3. Sarana kaderisasi individu maupun masyarakat dalam memahami Nilai – Nilai
Dasar, Konstitusi Negara sebagai panduan dan bimbingan hidup bermasyarakat dan
bernegara serta perikehidupan antar bangsa.
4. Sarana komunikasi sosial dalam usaha membangun diri dan masyarakat demi
wujud kemajuan Indonesia.
5. Sarana untuk mawas diri dan menggariskan rencana strategi Garis – Garis
Besar Haluan Kerja membangun, sesuai dengan zamannya.
Pasal 10
Kerja – Kerja Utama
1. Membangun etos kerja yang tinggi
2. Membangun wujud ekonomi yang Demokratis
3. Membangun kehidupan sosial yang Demokratis
4. Membangun budaya yang Demokratis
5. Membangun dan mengembangkan sistim pertahananan keamanan lingkungan
masyarakat yang Demokratis.
6. Membangun dan mengembangkan persahabatan yang didasari atas saling
menjunjung tinggi Hak – Hak Asasi Manusia penuh toleransi dan damai, baik antar
individu, nasional maupun Internasional.
BAB V
PRINSIP-PRINSIP ORGANISASI
Pasal 11
Masyarakat Indonesia Membangun adalah suatu kesatuan organisasi yang
diorganisir dengan Anggaran Dasar, Anggaran Rumah Tangga, Peraturan Organisasi,
patuh pada Undang-undang Dasar Negara, Hukum dan Undang-undang yang berlaku.
Pasal 12
Anggota Masyarakat Indonesia Membangun selalu menjunjung tinggi Nilai-nilai
Dasar Negara, sebagai wujud ajaran Ilahi tunduk kepada Anggaran Dasar, Anggaran
Rumah Tangga maupun Peraturan-peraturan Organisasi.
Pasal 13
1. Kongres organisasi adalah pemegang kekuasaan tertinggi organisasi.

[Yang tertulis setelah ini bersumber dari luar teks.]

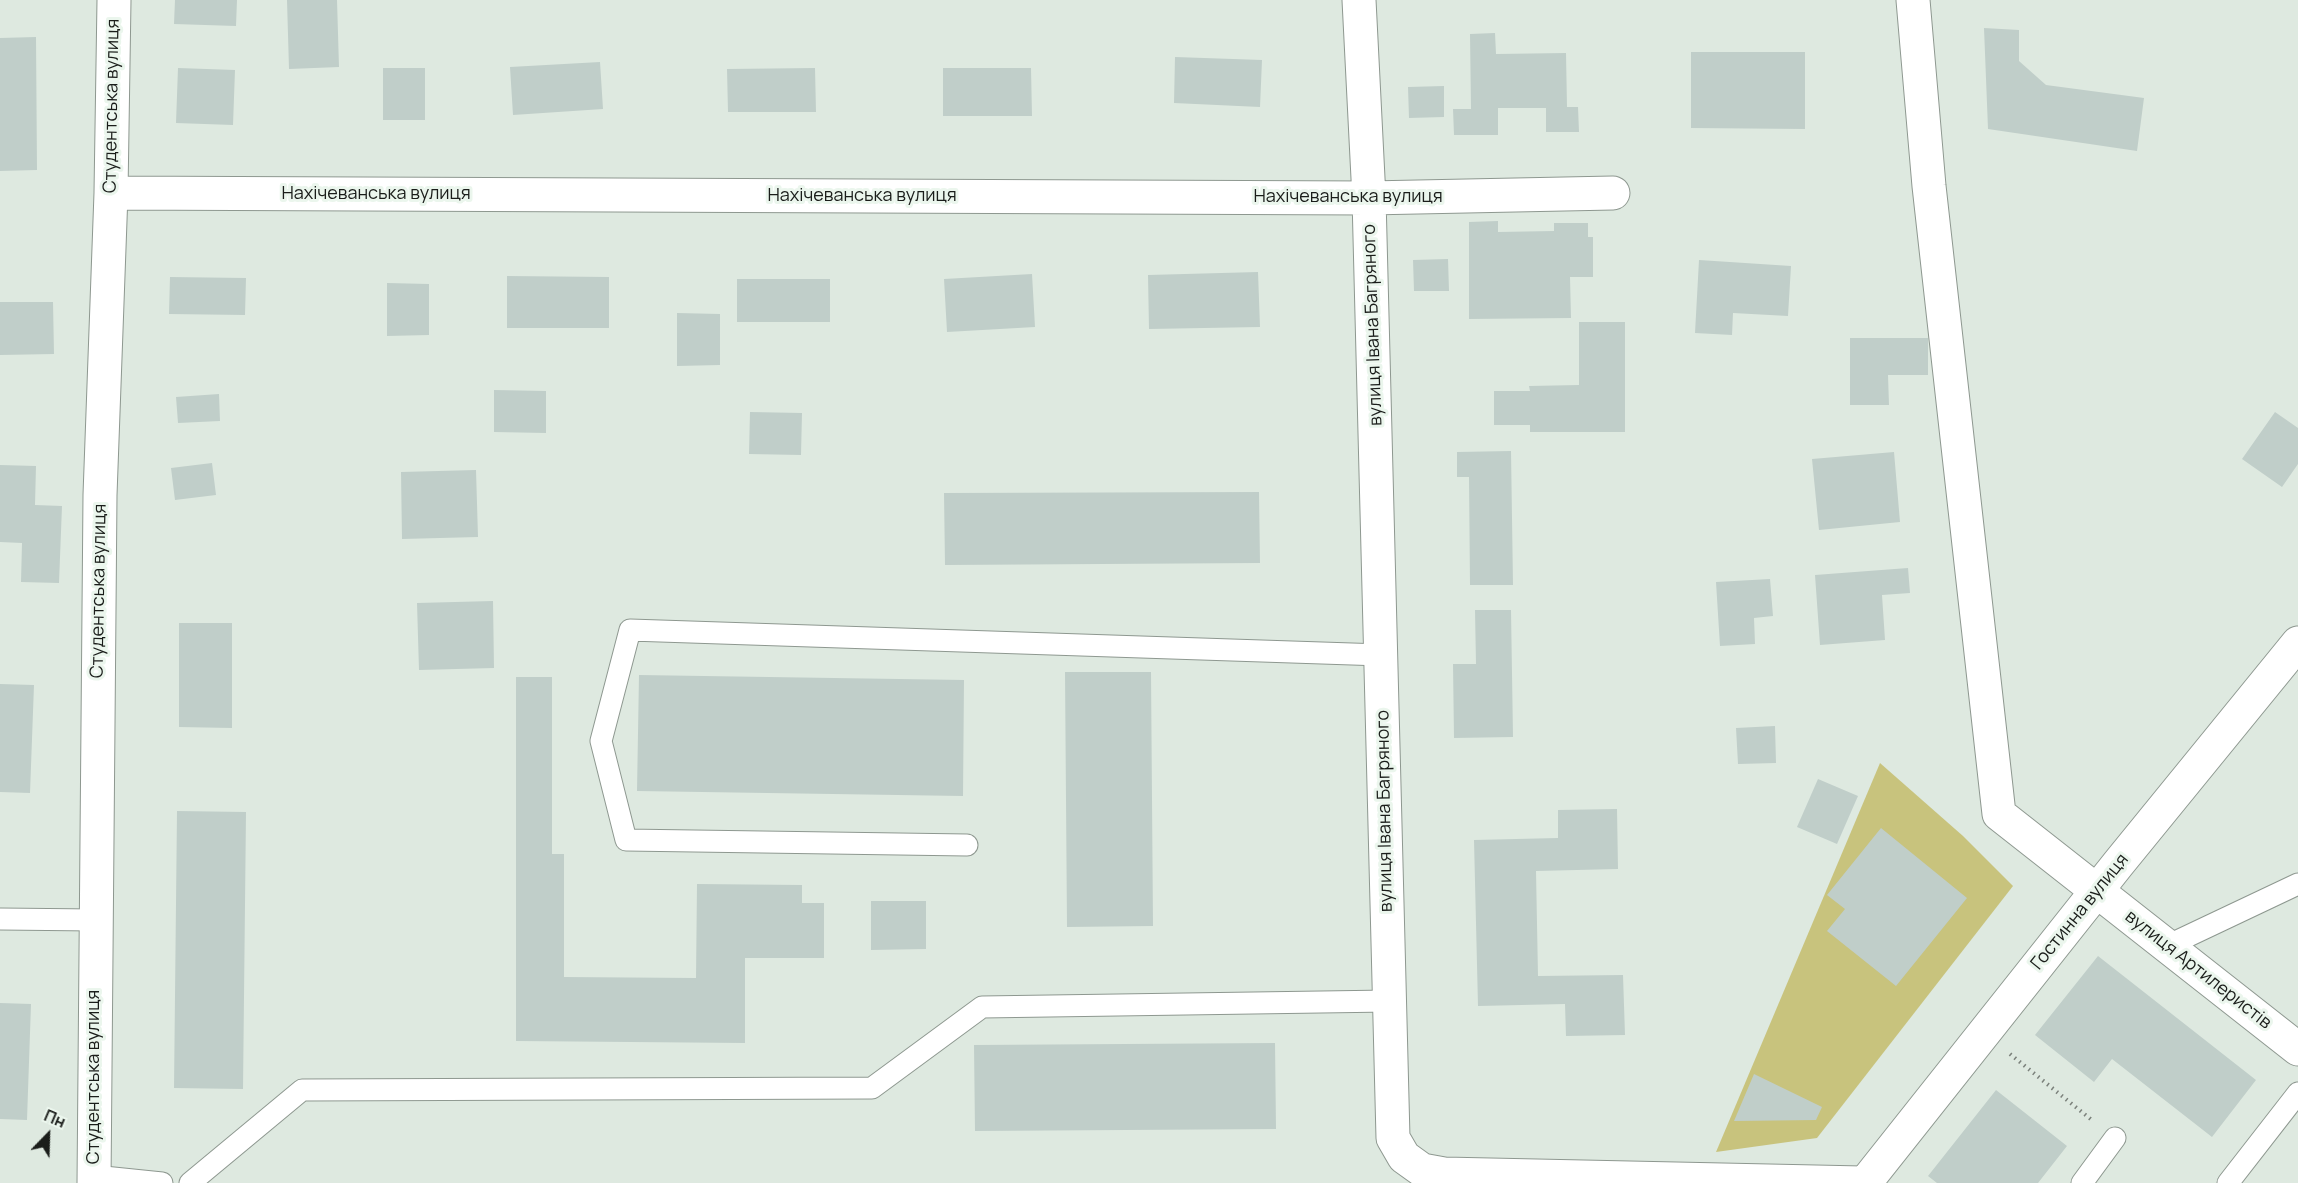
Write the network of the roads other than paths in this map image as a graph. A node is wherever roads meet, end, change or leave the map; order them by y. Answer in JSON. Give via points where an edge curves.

2. Kongres organisasi adalah lembaga tertinggi menetapkan, Anggaran Dasar,
Anggaran Rumah Tangga organisasi serta menetapkan Garis-garis Besar Haluan
Kerja Organisasi, baik yang bersifat program kerja nasional maupun
internasional.
3. Kongres organisasi adalah wahana tertinggi pemutus dan penyelesaian akhir
daripada permasalahan yang tumbuh dalam tubuh organisasi maupun individu
anggota.
Pasal 14
Pengurus Pusat bertanggung jawab kepada Kongres Organisasi
Pasal 15
Pengurus Pusat menjalankan segala keputusan Kongres berwenang membuat berbagai
keputusan penjabarab daripada Garis-garis Besar Haluan Kerja Organisasi yang
dihasilkan oleh kongres.
Pasal 16
Struktur organisasi dan kepengurusannya di semua tingkatan diwujudkan atas
dasar prinsip kepemimpinan yang toleran dan damai penuh musyawarah dan
permufakatan, menjauhi perilaku dan fiil korupsi, dusta dan tipu daya.
Pasal 17
Utusan, peserta Kongres maupun Konferensi dan penetapan personalia untuk
pengurus di semua tingkatan harus melalui musyawarah kesepakatan sebagai cermin
kehendak anggota, kepentingan organisasi secara seksama dan menyeluruh, serta
mempertimbangkan kemaslahatan rakyat.
BAB VI
BANGUNAN ORGANISASI DAN MUSYAWARAH
Bagian Pertama
BANGUNAN ORGANISASI
Pasal 18
Bangungan organisasi disusun sesuai tingkat kewenangannya secara berjenjang
terdiri dari : Majelis Pembina Organisasi yang dibantu oleh Badan Pengawas,
badan Kehormatan dan badan pakar. Badan Pelaksana Organisasi terdiri dari :
Pengurus Pusat, Pengurus tingkat Provinsi, Pengurus tingkat Kabupaten/ Kota
pengurus Koordinator Desa, Pengurus tingkat Desa, dan Pengurus Perwakilan luar
negeri.
Pasal 19
Majelis Pembina Organisasi
Majelis Pembina Organisasi Masyarakat Indonesia Membangun adalah Warga Negara
Indonesia dari berbagai unsur termasuk didalamnya para deklarator dan inisiator
berdirinya Masyarakat Indonesia Membangun.
2. Personil Majelis Pembina Organisasi berjumlah ganjil terdiri dari
a. Ketua merangkap anggota
b. Sekretaris merangkap anggota
c. Anggota
3. Ketua Majelis Pembina Organisasi ditetapkan dalam kongres oleh Tim formatur,
dan menyusun komposisi personalia bersama-sama Ketua Umum terpilih selambatnya
7 (tujuh) hari terhitung setelah pelaksanaan kongres.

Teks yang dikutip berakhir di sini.